"conv", "bn", "relu" becomes fused as ConvReLU2d instead of ConvBnReLU2d

KiaraEsguerra · October 12, 2022, 3:11am

Hello, when I fuse conv, BN, and ReLU layers together using torch.ao.quantization.fuse_modules(m, modules_to_fuse), the fused module does not include the BN layer unlike in the quantizable ResNet18.

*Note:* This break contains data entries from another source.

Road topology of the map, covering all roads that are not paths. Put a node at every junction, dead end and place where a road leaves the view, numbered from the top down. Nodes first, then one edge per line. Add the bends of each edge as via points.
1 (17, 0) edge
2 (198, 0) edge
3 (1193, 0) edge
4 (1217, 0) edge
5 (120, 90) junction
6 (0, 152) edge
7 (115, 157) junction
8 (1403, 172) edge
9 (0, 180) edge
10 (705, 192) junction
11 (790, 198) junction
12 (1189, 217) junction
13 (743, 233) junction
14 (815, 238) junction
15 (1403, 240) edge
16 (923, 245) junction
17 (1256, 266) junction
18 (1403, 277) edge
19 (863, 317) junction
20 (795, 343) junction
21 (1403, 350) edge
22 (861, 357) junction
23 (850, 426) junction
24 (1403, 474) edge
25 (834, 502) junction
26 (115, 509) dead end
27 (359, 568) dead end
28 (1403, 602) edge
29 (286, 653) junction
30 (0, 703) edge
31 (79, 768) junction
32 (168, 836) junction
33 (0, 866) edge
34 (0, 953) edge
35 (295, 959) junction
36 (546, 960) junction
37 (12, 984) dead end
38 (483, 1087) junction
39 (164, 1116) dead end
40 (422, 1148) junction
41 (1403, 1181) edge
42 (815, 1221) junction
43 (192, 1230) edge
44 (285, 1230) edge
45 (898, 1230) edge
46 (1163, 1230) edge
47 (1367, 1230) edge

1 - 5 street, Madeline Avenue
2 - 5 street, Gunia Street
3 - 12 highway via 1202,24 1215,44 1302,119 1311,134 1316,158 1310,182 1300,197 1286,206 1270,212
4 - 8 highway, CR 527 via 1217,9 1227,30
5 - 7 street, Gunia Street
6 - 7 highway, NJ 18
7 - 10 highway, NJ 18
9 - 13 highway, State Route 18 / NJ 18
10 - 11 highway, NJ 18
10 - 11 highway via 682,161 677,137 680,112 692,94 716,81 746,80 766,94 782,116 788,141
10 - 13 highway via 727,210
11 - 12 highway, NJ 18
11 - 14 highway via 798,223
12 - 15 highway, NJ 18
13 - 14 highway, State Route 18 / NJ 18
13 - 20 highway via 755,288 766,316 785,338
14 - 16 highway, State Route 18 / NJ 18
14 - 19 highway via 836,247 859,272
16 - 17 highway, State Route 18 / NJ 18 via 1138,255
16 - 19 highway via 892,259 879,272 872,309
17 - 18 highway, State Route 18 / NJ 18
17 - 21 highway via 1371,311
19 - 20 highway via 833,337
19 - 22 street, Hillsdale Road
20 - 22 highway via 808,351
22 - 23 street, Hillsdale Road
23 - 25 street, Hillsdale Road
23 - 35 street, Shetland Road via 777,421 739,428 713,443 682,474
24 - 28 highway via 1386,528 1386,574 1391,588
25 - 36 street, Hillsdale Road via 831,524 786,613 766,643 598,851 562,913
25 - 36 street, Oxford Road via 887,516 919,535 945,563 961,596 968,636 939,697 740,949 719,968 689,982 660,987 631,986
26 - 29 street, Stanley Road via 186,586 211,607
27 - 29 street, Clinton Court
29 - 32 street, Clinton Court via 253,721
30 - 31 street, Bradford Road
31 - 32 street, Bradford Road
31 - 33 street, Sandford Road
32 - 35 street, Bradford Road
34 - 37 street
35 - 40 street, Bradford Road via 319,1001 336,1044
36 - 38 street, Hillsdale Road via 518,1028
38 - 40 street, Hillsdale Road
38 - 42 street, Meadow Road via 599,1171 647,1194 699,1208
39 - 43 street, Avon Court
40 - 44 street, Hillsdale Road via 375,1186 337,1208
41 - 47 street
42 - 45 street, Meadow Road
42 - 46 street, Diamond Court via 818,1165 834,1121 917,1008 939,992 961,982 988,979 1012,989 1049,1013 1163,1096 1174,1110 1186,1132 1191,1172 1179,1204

In the sample code, conv, BN, and ReLU results to ConvReLU2d:

From the quantizable ResNet18, there’s ConvBnReLU2d:

Thank you in advance for your help!

ptrblck · October 12, 2022, 5:08am

I haven’t checked the internal code but maybe the parameters and buffers of the batchnorm layers were all fused into the parameters of the conv? Have you checked some parameter values?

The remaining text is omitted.